Light at the end of the tunnel for parents as an end to the teachers' strike seems at hand.

It may be time to put away that old Alice Cooper 8-track. It appears that, just maybe, school is NOT out forever.

A light at the end of the tunnel illuminated the darkness of a 4 a.m. negotiating session Tuesday, as mediator Vince Ready emerged to announce a tentative agreement had been reached to end a teachers’ strike that began in earnest in mid-June.

Details of the agreement were not available as the Gazette went to press later on Tuesday, but both the B.C. Teachers’ Federation and the boards of trustees in each of the province’s school districts were scheduled to hold ratification votes on the plan today and tomorrow, with an official announcement no later than Saturday.

We say the end couldn’t come soon enough.

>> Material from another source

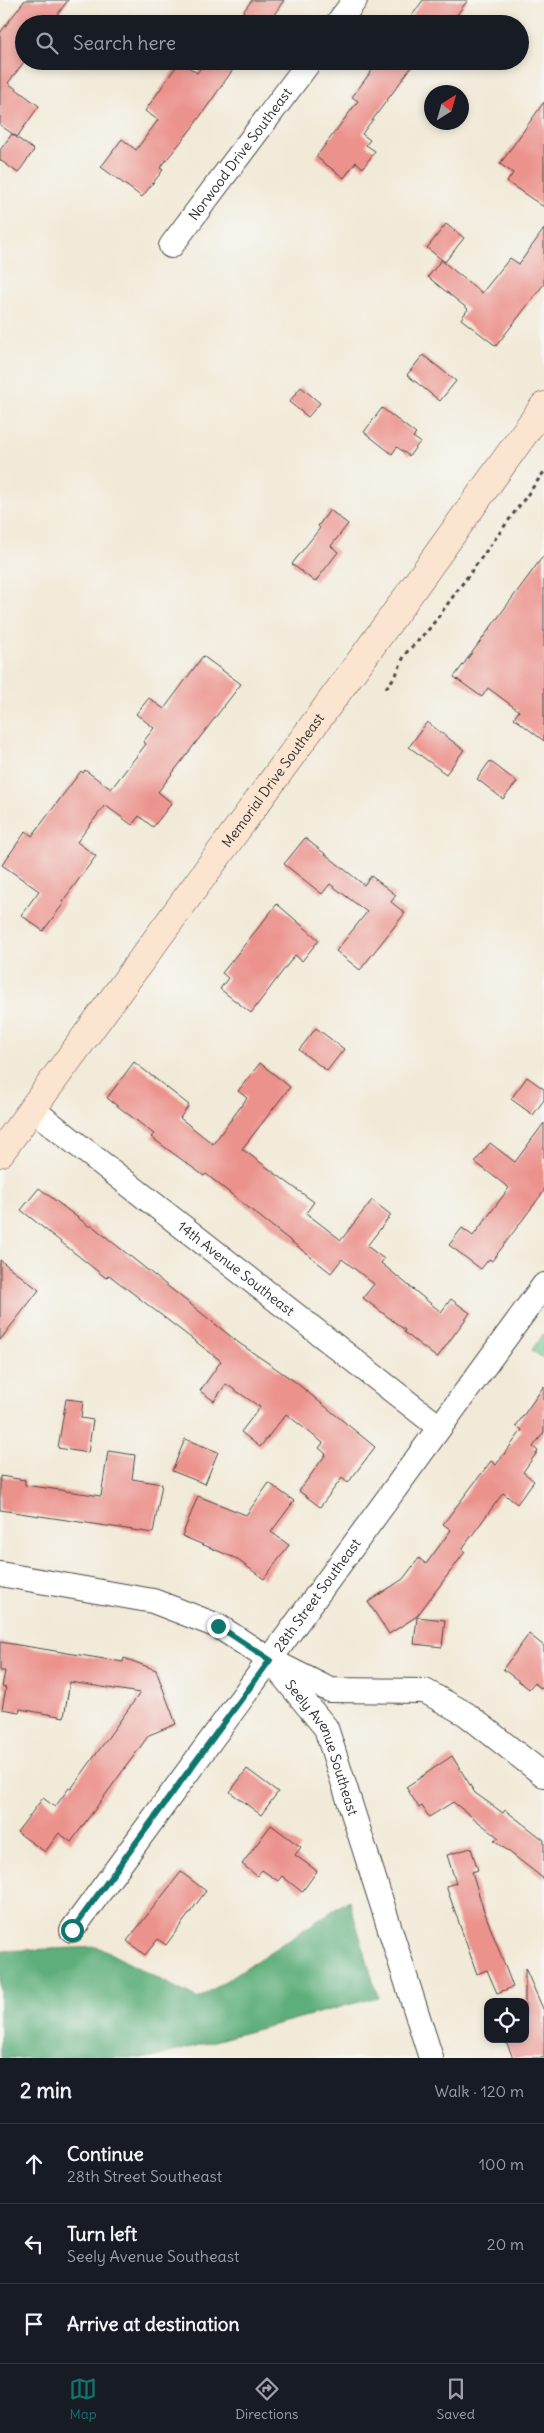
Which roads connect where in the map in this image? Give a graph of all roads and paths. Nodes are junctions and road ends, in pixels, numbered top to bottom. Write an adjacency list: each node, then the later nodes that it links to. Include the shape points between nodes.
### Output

While the strike may have lasted only five weeks, in terms of school days lost last spring and at the start of the current school year, the uncertainty, exasperation and worry for B.C.’s students and their families probably seems interminable at this time.

And, frankly, calling it a five-week strike glosses over the fact that labour unrest among teachers has persisted to one degree or another since 2002, when the government unilaterally stripped language permitting teachers to negotiate class size and composition.

That issue is still being addressed in the courts (see more in the column to the right), and it’s unlikely the current tentative agreement contains a magic pill that will cure the long-term ill will between the parties.

Ultimately, it will be up to society’s taxpayers to decide the degree to which they pay for our kids’ education. The current government was recently elected on a promise to balance budgets and not add new taxes, so they have little incentive to play nice.

That doesn’t mean, however, the light at the end of the tunnel needs to portend a long train of abuses.